Vaya por delante que el Vaticano puede, e incluso debe, dirigirse a sus fieles -o a los que sin serlo lo quieran escuchar- para recordarles que eso de los anticonceptivos no naturales está muy mal visto en la actual Iglesia, y que aquellos que los utilicen pueden no ser recompensados con todos los parabienes disponibles en el cielo tras el juicio final, pero que cuando esto se hace en clave catastrofista y elidiendo el más puro sentido común merece que, como mínimo, un servidor tire de artículo 20 de la Constitución –el de la libertad de expresión, prensa, cátedra, etc…- para dedicar este artículo a pitorrearse salvajemente de las afirmaciones de ese artículo.

Así que ahora resulta que el cambio climático no es responsabilidad del monóxido de carbono, ni de su primo el dióxido, ni del gemelo clónico de este último el anhídrido carbónico, ni de las emisiones y vertidos contaminantes de industrias y motores, ni de la deforestación amazónica, ni de la generación masiva de residuos no reciclables. No. Ya, ni siquiera la culpa es del cha cha cha, sino del pipí de las señoras que toman la píldora, que parece ser que en su recorrido por cloacas y que le lleva a los ríos y al mar, o su filtrado al subsuelo en el caso de las señoras que se vean en un inesperado apretón urinario y liberen su esfínter septentrional en el bosque o en el campo, suelta en el medio ambiente toneladas de hormonas malísimas de la muerte que, además, son responsables de la infertilidad masculina. Les confieso que a partir de hoy, cada vez que en una reunión se levante una fémina para ir al baño, la miraré con pánico atroz pensando que su futura micción quizás contenga la gota que colme el vaso –o el váter-, y nos lleve al punto de no retorno en que el último de los varones se vea desprovisto del último de sus espermatozoides apto para contribuir en su cincuenta por ciento correspondiente al milagro de la vida. Ya estamos tardando en editar pegatinas para que las señoras de orina limpia se las coloquen en la solapa, a fin de que todos podamos identificarlas, y no nos acojonemos cuando las veamos entrar en el excusado. Habría que exigir que, de inmediato, el Ministerio de Medio Ambiente coloque en los váteres femeninos contenedores especiales –éstos podrían ser de color rosa- con la indicación “sólo pis contaminado por hormonas chungas de ésas que producen las pastillas antibaby”, para luego poder ser tratado en plantas especializadas de reciclaje en las que, tras un complejo proceso químico, extraer la hormona para luego, convenientemente aderezada, utilizarla como pesticida o como combustible para las naves interplanetarias.
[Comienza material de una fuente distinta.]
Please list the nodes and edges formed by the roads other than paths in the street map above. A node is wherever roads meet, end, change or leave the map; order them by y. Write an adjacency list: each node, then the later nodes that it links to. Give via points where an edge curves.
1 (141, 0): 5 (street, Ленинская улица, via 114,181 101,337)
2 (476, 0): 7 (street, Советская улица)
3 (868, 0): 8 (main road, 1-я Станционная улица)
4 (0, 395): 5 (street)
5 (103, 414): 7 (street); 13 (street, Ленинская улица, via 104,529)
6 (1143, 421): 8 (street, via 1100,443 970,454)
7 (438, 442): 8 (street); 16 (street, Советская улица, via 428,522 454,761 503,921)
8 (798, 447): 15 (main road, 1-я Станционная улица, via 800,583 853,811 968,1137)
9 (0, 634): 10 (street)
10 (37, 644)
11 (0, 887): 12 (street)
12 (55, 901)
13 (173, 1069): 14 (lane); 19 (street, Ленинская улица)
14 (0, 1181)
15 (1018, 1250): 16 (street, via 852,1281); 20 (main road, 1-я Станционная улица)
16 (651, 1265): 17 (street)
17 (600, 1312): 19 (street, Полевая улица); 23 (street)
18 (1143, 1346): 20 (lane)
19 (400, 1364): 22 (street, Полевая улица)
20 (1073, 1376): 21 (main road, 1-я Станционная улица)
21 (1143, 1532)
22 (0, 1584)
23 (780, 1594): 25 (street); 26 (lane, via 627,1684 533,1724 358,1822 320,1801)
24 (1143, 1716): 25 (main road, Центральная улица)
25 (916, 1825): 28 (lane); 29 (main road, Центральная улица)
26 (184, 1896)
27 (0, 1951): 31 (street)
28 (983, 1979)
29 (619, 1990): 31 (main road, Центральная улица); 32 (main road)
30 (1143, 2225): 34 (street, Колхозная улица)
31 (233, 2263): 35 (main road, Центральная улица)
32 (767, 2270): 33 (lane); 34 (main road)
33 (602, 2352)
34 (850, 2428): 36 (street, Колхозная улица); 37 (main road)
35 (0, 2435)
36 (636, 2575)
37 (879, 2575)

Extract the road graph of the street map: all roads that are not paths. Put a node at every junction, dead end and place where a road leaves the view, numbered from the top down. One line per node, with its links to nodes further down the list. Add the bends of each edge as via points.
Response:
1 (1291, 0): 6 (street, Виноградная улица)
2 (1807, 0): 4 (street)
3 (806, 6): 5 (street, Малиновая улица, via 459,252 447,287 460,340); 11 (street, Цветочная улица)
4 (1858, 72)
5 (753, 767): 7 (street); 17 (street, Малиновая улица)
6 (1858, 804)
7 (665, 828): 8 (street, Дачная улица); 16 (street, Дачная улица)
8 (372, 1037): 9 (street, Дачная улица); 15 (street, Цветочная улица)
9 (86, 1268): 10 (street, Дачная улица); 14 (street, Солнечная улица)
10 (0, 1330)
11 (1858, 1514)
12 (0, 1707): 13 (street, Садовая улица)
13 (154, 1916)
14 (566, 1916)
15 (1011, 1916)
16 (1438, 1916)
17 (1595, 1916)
Lo que sí que hay agradecerle al Vaticano, es su labor formativa y su colaboración en el dicho de que no hay día en el que uno no aprenda algo nuevo, porque resulta que este que les escribe, en su ignorancia, creía que lo de atentar contra los derechos humanos era otra cosa, y resulta que no, que basta con una pastillita de ésas para cometer crímenes de lesa humanidad. Garzón se va a poner las botas en cuanto se entere.

Tampoco podemos dejar de alabar la congruencia del Vaticano cuando participa en las concentraciones por la familia, como la reciente llevada a cabo en Madrid, donde el propio Herr Ratzinger aparecía como estrella invitada defiendo el verdadero modelo de familia, el tradicional, pues de lo contrario se ponía en peligro el futuro de la humanidad, y, en esta misma línea, Su Santidad ha propuesto como –textual- “Modelo de Familia Cristiana”, a una madre valenciana y a sus cuatro hijas religiosas.

Resulta del todo indiscutible que si todas las hijas de todas las familias ingresan en órdenes religiosas y se dedican a la vida contemplativa –y por tanto casta- estamos asegurando el futuro de la humanidad. Y además, eliminamos de una vez por todas ese gran atentado contra el medio ambiente llamado píldoras anticonceptivas.